Appellant addressed the trial court without being subjected to cross-examination. Regarding the offense, appellant testified to the following:

Now, as far as the aggravated assault, that did not happen. As far as brass knuckles or rope, none of that took place. Him [sic] and I fought, and that's what happened. Now, yes, I did kick in the door. I was not peeking in the window. I called [Pinkston] on the phone, and I hung up, and I seen [sic] her peeking out the window. I seen [sic] a guy there, and I reacted. I was hurt.

II. Defects in the Judgment

The original judgment was signed on June 6, 2007. A nunc pro tunc judgment was signed on November 20, 2008, removing a boilerplate deadly weapon finding. By his first issue, appellant contends that the nunc pro tunc judgment incorrectly describes the trial court's verdict as "Burglary of A Habitation With The Commission Of A Felony." The State concedes that appellant was convicted of the lesser offense of burglary of a habitation with intent to commit assault. Additionally, in his second issue, appellant contends that the recital in the judgment that reads "Plea to 1st Enhancement Paragraph: True" is incorrect. The State concedes that the judgment mistakenly recites that appellant pleaded true to the first enhancement paragraph. The State also states that it withdrew the enhancement allegation. We, therefore, conclude that the judgment should be modified to correct these defects. See Tex. R. App. P. 43.2(b). Appellant's first and second issues are sustained.

III. Testimony Regarding Punishment

By his third issue, appellant claims that the trial court erred in permitting the victims to make recommendations concerning punishment. Specifically, appellant complains that the trial court erred in allowing testimony regarding appellant's suitability for probation.

A. Complained-Of Testimony

When asked if she thought appellant would be a good candidate for probation, over defense counsel's objection that "there is no foundation for her experience on probation or what probation is, that makes a good candidate for probation," Cunningham answered, "No, I do not." After permitting the defense attorney to question Cunningham on voir dire and without ruling on defense counsel's objection, the trial court advised the prosecutor to continue his examination. Later, when asked, without objection, if she thought appellant should be "out in the free world," Cunningham again replied in the negative.

Pinkston described appellant as "[v]olatile, abusive, obsessive, [and] crazy." When asked if she thought appellant would respect the trial court's rules if he were placed on probation, Pinkston responded in the negative. There was no objection to this question. (4)

B. Analysis

As set out above, appellant objected to the testimony provided by Cunningham regarding whether she thought he would be a good candidate for probation. This objection only challenged her qualifications for providing such testimony. Defense counsel was allowed to question Cunningham on voir dire, and the trial court made no ruling on counsel's objection. Similar testimony was later elicited from Cunningham and from Pinkston, without objection.
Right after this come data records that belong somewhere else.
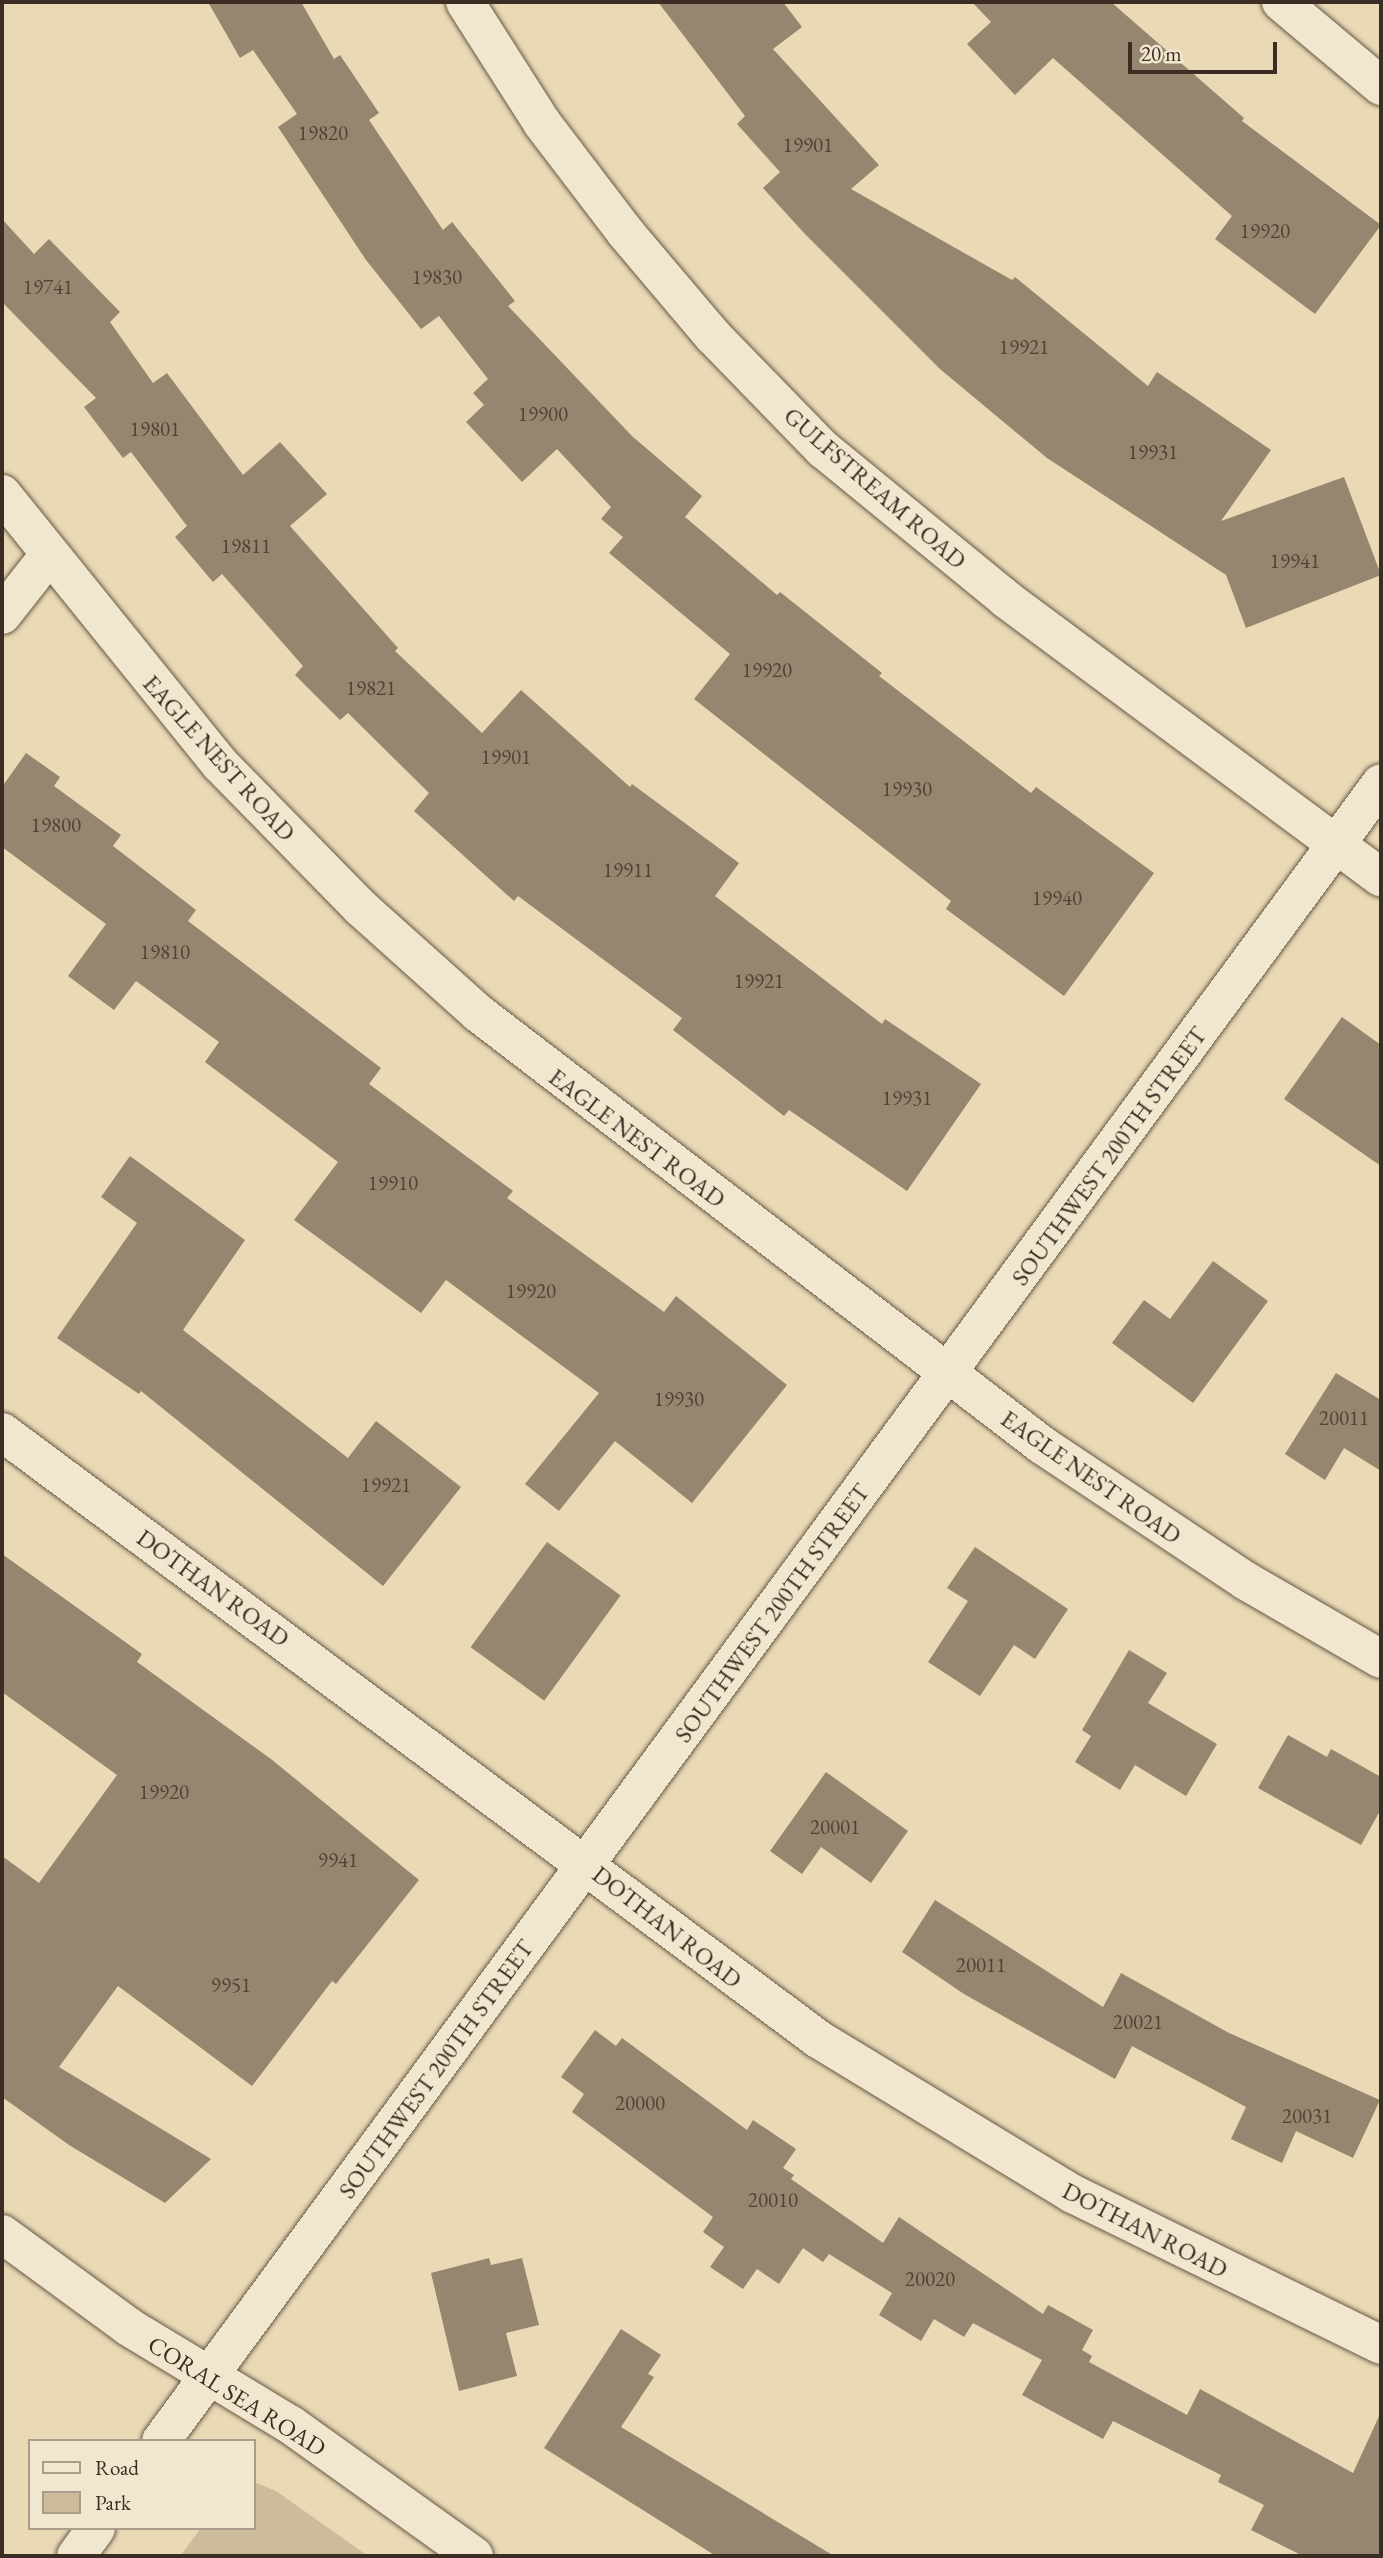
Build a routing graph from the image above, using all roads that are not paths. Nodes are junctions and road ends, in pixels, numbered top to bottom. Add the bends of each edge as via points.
1 (465, 2) edge
2 (1281, 2) edge
3 (1381, 86) edge
4 (2, 494) edge
5 (49, 555) junction
6 (2, 615) edge
7 (1381, 783) edge
8 (1337, 846) junction
9 (1381, 877) edge
10 (948, 1374) junction
11 (2, 1432) edge
12 (1381, 1659) edge
13 (587, 1865) junction
14 (2, 2234) edge
15 (1381, 2345) edge
16 (209, 2377) junction
17 (162, 2439) edge
18 (95, 2530) edge
19 (76, 2556) edge
20 (474, 2556) edge

1 - 8 street, GULFSTREAM ROAD via 542,123 625,232 713,336 823,449 941,549
2 - 3 street
4 - 5 street, EAGLE NEST ROAD
5 - 6 street
5 - 10 street, EAGLE NEST ROAD via 220,764 401,946 537,1062
7 - 8 street, SOUTHWEST 200TH STREET
8 - 9 street, GULFSTREAM ROAD
8 - 10 street, SOUTHWEST 200TH STREET
10 - 12 street, EAGLE NEST ROAD via 1183,1541
10 - 13 street, SOUTHWEST 200TH STREET
11 - 13 street, DOTHAN ROAD
13 - 15 street, DOTHAN ROAD via 782,2014 966,2130 1105,2210
13 - 16 street, SOUTHWEST 200TH STREET
14 - 16 street, CORAL SEA ROAD via 129,2327
16 - 17 street, SOUTHWEST 200TH STREET
16 - 20 street, CORAL SEA ROAD via 290,2425
18 - 19 street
To preserve error when the trial court admits evidence,

a party must make a proper objection and get a ruling on that objection. In addition, a party must object each time the inadmissible evidence is offered or obtain a running objection. An error in the admission of evidence is cured where the same evidence comes in elsewhere without objection.



Valle v. State, 109 S.W.3d 500, 509 (Tex. Crim. App. 2003); see Tex. R. App. P. 33.1(a)(1)-(2). Because there was no ruling on appellant's objection and because similar evidence was admitted without objection, we conclude no error has been preserved for review.

Additionally, appellant's trial objection addressed the witness's qualifications to testify as to punishment. On appeal, appellant complains about the nature of the testimony--that the testimony was irrelevant or prejudicial and might have influenced the trial court's decision. Therefore, appellant's complaint on appeal does not comport with his objection at trial and, for that reason, has not been preserved for review. See Swain v. State, 181 S.W.3d 359, 365 (Tex. Crim. App.